Worked solidly, strongly, for a week. Lived through a hellish day of flu. Drove 14 hours back from Arkansas to Denver in one shot. Vibrated. Wept. Felt joy and doubt. Did not crash the rental car, not even close. Tried to make a too-tired body sleep, not completely successfully. And now I am sitting at the laptop without an ounce of me left in me.
Just once. Just once. A wish. To be weak. To be fragile. To let myself be taken care of; to let myself be less than strong. That puzzle-piece that is missing from my life. I don’t often miss it. Tonight is one of those nights.
Writers are islands. We live in a joyous place that, when it retreats, exposes a desert island beyond it. Women writers of a certain feminist persuasion have a particularly tough time allowing that place of dependence to materialize. Strong is the place where we live; less than is forbidden territory. But sometimes we wish we might be tourists there.

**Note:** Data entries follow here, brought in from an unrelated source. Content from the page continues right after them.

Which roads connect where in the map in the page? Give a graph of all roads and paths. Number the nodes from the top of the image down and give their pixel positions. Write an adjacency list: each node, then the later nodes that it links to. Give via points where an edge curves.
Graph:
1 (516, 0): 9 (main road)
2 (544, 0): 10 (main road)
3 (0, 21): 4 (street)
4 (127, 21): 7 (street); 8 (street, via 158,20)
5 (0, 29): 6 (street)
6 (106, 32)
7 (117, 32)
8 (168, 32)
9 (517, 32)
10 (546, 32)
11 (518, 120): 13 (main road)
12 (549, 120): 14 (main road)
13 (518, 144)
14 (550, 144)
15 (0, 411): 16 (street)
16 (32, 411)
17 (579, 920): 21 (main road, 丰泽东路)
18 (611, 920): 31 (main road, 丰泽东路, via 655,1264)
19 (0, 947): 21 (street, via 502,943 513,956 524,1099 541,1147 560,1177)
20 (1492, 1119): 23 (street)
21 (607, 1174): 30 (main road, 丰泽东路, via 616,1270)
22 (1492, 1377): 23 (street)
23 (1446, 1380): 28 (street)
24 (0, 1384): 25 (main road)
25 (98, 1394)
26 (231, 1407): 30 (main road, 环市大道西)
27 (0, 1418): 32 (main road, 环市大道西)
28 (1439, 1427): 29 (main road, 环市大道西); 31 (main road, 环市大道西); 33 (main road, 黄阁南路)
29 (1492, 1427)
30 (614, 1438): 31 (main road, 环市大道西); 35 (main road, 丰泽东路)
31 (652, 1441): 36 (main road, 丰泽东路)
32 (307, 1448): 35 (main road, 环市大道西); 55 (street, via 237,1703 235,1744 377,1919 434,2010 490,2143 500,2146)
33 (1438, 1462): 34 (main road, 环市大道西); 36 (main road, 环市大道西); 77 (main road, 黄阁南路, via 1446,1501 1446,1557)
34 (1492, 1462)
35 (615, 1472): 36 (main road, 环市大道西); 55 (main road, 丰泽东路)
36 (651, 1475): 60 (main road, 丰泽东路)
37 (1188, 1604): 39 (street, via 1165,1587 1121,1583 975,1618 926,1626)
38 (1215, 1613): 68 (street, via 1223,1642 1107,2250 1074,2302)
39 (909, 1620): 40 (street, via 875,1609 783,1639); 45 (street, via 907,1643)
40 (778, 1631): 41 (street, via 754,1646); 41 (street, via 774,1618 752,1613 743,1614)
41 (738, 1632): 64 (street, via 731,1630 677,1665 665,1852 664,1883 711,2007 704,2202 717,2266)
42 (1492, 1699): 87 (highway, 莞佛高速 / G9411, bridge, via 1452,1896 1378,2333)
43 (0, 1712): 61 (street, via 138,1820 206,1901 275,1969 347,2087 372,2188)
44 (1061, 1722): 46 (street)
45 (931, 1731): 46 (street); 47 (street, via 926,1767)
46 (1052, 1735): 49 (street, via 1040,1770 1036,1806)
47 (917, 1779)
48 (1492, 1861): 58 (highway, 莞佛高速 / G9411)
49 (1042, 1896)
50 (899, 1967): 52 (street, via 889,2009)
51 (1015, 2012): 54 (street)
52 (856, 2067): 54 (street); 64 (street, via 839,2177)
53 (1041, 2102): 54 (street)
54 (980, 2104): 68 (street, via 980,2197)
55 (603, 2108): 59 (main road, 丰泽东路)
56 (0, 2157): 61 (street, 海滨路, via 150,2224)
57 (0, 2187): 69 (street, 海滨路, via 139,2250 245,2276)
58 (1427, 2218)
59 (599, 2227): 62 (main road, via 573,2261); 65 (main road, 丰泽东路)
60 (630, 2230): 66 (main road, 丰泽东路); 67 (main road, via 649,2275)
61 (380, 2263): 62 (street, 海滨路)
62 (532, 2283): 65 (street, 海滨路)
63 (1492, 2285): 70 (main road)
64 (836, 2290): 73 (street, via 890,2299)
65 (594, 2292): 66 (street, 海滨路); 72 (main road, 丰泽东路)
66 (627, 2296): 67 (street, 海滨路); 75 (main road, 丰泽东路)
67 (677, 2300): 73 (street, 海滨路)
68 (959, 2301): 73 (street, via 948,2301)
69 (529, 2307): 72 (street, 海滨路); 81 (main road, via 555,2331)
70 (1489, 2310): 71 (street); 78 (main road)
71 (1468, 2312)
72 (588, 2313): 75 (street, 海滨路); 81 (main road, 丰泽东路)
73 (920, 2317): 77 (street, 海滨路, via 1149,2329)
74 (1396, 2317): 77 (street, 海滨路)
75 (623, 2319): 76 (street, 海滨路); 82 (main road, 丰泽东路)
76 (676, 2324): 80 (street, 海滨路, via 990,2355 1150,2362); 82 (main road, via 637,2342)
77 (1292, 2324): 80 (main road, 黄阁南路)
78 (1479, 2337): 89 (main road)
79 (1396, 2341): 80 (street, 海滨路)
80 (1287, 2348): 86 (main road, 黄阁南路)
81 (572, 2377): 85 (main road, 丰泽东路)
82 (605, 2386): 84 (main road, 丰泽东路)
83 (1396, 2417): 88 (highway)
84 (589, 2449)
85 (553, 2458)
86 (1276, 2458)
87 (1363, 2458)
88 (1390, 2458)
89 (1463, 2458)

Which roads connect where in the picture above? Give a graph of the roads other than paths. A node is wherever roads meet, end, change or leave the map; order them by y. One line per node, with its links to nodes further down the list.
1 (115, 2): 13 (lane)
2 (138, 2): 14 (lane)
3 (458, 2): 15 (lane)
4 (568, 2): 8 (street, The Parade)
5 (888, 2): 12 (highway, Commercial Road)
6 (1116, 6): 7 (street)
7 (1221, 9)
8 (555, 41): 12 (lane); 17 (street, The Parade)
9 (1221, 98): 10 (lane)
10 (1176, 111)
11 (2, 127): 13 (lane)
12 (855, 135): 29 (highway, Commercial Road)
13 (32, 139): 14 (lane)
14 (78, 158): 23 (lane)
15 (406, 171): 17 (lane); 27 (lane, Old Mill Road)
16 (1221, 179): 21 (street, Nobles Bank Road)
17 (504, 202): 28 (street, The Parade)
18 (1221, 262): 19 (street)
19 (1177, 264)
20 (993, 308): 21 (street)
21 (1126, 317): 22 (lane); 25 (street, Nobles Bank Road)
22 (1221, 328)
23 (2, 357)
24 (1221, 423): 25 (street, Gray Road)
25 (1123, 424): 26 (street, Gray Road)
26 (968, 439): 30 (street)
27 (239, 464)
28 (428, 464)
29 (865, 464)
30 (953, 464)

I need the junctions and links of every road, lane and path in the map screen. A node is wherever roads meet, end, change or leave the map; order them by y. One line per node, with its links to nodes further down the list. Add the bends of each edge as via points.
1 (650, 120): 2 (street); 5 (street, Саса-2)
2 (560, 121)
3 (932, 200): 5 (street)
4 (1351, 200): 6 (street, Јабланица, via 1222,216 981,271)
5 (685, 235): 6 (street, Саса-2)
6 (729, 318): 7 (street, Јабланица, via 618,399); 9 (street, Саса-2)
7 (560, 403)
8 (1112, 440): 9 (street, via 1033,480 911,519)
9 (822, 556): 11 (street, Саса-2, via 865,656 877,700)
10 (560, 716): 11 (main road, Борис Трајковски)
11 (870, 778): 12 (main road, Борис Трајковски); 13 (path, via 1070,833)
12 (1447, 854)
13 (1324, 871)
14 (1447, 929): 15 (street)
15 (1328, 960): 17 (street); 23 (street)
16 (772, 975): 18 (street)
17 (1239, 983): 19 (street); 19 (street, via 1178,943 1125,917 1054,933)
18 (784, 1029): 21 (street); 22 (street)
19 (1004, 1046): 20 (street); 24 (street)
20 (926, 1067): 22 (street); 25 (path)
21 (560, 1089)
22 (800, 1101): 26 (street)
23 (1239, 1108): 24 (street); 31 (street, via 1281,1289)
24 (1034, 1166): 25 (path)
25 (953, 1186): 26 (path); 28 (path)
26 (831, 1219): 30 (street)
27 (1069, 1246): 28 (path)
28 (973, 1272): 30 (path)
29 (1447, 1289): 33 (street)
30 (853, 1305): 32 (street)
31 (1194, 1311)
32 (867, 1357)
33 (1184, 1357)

We write of secret weaknesses from places of overt strength. We dare ourselves. We peel back those layers of ourselves and give them to the page. Do we create those selves in the place of the person who is not there? I don’t know. I probably never will.
The one who sees me for me. The one who will bring me a cup of tea and offer me a shoulder when it’s needed. The me that will let that happen: How did that bone get left out of my head?
Some nights, self-sufficiency is not all it’s cracked up to be.